Perché gli USA hanno bombardato la Siria questa notte?

Secondo i russi però l’attacco americano è stato un mezzo fallimento: “la base aerea siriana di Shayrat” – ha dichiarato il portavoce del ministero della Difesa russo, Igor Konashenkov – “è stata raggiunta solo da 23 missili” mentre per quanto riguarda i restanti Tomahawk lanciati contro l’obiettivo “il luogo in cui sono caduti gli altri 36 missili da crociera è sconosciuto”. Secondo i russi nel complesso “l’efficacia bellica del massiccio attacco missilistico americano alla base siriana è estremamente bassa”, ovvero non sono stati creati danni tali da impedire il normale svolgimento delle operazioni militari nella base aerea. C’è però da dire che giovedì i russi erano stati avvertiti dell’attacco dagli USA, proprio per evitare incidenti e nonostante questo secondo la CNN non avrebbero schierato le difese antiaeree. Secondo il capitano Jeff Davis, portavoce del Pentagono, la base di Sharyat era nota per essere stata usata come sito di stoccaggio di armi chimiche fino al 2013 e nel bombardamento di questa notte diverse infrastrutture e aeroplani sono rimasti distrutti o seriamente danneggiati “diminuendo la capacità del regime siriano di condurre altri attacchi aerei”. Obiettivo del raid missilistico statunitense sono stati hangar, depositi di carburante e munizioni, difese antiaeree e radar. Non è stata colpita la pista (cosa che secondo alcuni proverebbe la totale inefficacia dell’attacco) e nemmeno i possibili depositi di armi chimiche per non causare una fuoriuscita di materiale.

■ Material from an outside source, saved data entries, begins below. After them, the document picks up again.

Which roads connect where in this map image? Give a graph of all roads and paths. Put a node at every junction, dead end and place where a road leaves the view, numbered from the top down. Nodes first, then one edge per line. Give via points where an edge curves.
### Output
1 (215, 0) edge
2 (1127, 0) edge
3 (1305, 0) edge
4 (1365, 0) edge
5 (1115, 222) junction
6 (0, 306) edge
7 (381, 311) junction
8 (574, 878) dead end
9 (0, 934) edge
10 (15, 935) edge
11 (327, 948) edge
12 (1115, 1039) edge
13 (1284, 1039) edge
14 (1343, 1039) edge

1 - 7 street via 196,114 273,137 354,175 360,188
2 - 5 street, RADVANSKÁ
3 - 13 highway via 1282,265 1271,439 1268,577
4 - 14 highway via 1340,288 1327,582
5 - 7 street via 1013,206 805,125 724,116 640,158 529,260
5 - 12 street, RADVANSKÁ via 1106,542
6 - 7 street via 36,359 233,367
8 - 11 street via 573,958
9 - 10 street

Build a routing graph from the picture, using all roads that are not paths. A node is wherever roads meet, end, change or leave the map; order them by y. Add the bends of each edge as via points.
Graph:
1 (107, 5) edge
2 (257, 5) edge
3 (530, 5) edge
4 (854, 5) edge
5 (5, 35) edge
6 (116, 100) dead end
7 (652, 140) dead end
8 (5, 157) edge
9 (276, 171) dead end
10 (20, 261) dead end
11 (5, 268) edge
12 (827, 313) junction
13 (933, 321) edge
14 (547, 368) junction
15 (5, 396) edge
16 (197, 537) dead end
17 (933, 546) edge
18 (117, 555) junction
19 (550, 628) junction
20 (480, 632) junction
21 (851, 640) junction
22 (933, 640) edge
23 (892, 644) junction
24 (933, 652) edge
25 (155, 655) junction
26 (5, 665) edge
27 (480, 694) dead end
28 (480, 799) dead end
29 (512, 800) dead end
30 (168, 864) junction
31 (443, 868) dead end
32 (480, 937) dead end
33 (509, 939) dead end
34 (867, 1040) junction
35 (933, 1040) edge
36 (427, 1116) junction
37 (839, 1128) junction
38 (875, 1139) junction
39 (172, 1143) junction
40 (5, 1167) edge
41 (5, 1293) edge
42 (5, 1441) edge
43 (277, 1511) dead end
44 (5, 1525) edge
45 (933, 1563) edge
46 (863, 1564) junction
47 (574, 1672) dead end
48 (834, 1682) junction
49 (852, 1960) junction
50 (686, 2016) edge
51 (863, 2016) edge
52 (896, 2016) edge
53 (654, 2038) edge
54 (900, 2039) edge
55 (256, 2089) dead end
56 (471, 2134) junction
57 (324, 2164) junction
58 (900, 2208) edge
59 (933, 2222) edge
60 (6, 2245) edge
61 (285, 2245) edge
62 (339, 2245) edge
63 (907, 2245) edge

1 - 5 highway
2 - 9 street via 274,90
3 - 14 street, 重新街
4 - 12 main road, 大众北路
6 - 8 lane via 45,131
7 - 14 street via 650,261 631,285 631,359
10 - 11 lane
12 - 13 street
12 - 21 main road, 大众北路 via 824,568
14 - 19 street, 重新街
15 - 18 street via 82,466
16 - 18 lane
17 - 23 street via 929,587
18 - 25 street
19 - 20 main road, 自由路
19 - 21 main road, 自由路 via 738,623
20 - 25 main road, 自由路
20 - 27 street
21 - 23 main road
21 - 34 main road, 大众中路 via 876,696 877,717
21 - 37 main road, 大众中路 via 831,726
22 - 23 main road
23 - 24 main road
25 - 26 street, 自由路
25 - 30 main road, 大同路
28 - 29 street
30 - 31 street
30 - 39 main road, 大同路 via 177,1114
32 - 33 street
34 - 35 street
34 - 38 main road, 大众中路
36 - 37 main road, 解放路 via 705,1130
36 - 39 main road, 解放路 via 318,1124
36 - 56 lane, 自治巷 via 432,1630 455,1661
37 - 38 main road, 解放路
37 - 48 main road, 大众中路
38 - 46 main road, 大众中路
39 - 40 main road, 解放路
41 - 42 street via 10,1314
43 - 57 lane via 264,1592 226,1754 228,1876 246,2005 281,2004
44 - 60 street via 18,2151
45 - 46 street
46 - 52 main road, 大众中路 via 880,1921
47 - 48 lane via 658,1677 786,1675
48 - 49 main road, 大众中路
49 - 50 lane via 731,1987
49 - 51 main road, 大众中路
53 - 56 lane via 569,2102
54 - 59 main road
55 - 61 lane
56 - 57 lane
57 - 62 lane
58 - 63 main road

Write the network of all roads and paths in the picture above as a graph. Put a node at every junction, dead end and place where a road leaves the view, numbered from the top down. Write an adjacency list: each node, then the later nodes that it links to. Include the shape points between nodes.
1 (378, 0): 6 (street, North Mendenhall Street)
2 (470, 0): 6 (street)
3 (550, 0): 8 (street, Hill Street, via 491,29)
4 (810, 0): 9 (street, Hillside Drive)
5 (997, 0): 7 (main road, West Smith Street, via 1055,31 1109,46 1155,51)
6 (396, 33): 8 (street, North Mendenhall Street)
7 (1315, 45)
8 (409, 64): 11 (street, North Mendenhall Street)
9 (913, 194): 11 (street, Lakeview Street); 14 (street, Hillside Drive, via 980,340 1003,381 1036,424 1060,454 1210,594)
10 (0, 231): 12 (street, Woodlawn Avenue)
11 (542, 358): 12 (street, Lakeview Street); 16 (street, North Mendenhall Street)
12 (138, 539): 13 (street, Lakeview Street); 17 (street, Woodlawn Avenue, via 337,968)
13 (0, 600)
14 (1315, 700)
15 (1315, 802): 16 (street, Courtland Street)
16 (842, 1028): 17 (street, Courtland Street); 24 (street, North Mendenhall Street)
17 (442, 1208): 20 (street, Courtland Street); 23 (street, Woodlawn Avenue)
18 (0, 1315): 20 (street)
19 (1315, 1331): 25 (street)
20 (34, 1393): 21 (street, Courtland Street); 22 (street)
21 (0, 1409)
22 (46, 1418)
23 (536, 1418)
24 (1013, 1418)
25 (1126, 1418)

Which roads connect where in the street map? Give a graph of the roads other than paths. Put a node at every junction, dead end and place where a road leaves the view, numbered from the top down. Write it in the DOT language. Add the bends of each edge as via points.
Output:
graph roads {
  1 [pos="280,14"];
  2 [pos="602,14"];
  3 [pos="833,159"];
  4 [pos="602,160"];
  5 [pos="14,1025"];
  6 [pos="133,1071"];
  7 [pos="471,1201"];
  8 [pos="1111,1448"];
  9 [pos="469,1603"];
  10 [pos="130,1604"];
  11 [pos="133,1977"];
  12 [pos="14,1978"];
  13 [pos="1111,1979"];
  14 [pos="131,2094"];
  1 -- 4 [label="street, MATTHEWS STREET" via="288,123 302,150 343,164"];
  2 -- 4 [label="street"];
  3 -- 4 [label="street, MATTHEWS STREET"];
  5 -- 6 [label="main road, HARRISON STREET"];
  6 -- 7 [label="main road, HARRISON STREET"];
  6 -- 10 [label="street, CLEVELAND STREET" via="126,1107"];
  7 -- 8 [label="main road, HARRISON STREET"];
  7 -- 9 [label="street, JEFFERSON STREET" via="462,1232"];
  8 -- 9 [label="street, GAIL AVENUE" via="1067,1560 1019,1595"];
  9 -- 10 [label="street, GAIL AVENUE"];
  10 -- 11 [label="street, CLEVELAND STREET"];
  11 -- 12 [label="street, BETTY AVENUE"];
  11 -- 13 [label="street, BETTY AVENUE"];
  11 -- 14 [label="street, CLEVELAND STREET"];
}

Lo scopo dell’attacco, secondo il Pentagono, era quello di dissuadere il regime dall’usare di nuovo le armi chimiche. Per questo motivo gli americani sostengono di aver voluto limitare al minimo il rischio di vittime (secondo alcuni report sei soldati siriani sarebbero rimasti uccisi) e per questo non è stata bersagliata la base russa che si trova all’interno dell’aeroporto. Per giustificare la scelta dell’obiettivo il Pentagono ha anche diffuso alcune immagini che dimostrerebbero il tracciato del percorso seguito dai bombardieri siriani per attaccare Khan Sheikhoun.

Trump non ha una strategia sulla Siria

Queste però sono le uniche “prove” concrete in mano all’Amministrazione statunitense. Del resto che siano stati i siriani a bombardare la città non lo negano nemmeno i russi mentre è ancora tutto da provare – anche se ci sono molti indizi – l’utilizzo del gas Sarin sulla popolazione civile. Ma questo non vuol dire che Assad smetterà di uccidere i cittadini siriani, anche perché nonostante il ricorso alle armi chimiche l’esercito siriano preferisce utilizzare strumenti militari più convenzionali che provocano un ormai molto ridotto impatto emotivo sull’opinione pubblica internazionale. L’attacco missilistico di questa notte quindi non mira a destabilizzare il regime di Assad ed in fondo un semplice bombardamento non è in grado di ottenere quel risultato ma solo di limitare le capacità operative dell’aviazione per evitare che si compiano altre stragi (con i gas). Trump quindi non ha voluto lanciare un messaggio né a Bashar al-Assad né tanto meno alla Russia o a Putin. Vale la pena ricordare che attualmente Putin ha di recente rinforzato l’alleanza con Erdogan anche se nel 2015 i turchi hanno abbattuto due caccia russi in volo sulla Siria (e la Turchia ha invaso coni carri armati alcune porzioni di territorio siriano).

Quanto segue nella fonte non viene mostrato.